=== Begin Enclosure ===

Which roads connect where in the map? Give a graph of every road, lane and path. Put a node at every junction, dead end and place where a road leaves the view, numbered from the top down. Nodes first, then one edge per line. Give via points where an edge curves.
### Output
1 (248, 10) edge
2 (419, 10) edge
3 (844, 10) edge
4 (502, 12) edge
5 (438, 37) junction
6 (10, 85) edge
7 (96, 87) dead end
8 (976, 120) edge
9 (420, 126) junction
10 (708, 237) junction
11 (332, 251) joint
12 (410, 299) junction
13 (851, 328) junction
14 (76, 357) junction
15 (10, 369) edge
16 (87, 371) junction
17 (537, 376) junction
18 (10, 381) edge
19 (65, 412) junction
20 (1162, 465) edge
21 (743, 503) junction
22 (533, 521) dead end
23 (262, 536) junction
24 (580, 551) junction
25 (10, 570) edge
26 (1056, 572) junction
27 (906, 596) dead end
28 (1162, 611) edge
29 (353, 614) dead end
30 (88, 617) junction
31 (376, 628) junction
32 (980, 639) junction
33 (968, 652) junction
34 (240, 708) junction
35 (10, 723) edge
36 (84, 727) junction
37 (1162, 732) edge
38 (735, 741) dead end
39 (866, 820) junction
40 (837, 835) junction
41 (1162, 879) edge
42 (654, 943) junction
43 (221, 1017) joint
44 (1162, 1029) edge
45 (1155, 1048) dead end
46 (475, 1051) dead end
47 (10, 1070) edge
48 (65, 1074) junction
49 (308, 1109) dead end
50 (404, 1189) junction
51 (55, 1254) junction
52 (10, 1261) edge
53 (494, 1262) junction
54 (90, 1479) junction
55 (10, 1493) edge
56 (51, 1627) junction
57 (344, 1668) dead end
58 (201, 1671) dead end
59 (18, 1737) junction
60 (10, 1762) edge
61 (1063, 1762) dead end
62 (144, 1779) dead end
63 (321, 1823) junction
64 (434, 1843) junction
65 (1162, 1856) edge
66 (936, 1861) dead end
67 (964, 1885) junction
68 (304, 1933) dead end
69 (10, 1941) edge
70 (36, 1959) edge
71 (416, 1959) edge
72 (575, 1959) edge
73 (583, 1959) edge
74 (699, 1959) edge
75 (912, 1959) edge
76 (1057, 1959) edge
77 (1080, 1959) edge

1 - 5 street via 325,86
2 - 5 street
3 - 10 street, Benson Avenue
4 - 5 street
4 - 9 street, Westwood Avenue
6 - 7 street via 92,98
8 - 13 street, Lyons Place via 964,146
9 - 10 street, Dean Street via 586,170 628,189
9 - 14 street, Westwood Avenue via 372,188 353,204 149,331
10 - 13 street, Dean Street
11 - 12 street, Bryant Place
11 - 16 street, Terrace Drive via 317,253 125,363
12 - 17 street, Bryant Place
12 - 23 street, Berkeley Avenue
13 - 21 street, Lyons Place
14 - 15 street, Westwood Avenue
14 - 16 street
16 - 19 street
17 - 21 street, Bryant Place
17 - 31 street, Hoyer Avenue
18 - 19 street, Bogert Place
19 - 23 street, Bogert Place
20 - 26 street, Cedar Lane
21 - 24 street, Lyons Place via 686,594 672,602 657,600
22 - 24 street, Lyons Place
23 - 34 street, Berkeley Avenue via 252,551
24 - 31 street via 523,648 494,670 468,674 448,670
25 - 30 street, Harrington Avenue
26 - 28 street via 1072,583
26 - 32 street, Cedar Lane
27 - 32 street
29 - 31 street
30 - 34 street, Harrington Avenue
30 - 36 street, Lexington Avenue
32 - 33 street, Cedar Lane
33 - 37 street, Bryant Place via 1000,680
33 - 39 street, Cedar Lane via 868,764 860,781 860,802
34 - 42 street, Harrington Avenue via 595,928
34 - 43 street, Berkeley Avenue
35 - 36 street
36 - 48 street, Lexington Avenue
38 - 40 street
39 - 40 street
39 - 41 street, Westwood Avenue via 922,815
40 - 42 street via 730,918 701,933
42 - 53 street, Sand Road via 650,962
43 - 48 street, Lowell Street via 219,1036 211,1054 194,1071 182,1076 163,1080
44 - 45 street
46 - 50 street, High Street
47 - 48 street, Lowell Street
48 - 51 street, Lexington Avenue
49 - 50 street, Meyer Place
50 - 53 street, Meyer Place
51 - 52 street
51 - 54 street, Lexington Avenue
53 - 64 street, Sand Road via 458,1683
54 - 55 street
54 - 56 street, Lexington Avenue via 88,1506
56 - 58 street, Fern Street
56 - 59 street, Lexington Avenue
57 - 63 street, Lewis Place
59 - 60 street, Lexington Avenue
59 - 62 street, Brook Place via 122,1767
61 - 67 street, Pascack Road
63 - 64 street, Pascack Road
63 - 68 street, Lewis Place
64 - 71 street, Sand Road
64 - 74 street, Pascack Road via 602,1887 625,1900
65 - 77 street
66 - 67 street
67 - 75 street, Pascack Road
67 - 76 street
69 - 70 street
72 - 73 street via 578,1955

=== End Enclosure ===

• [Exercise description]
Copy out every line of the data that includes "Cedar".

• [Task solution]
20 - 26 street, Cedar Lane
26 - 32 street, Cedar Lane
32 - 33 street, Cedar Lane
33 - 39 street, Cedar Lane via 868,764 860,781 860,802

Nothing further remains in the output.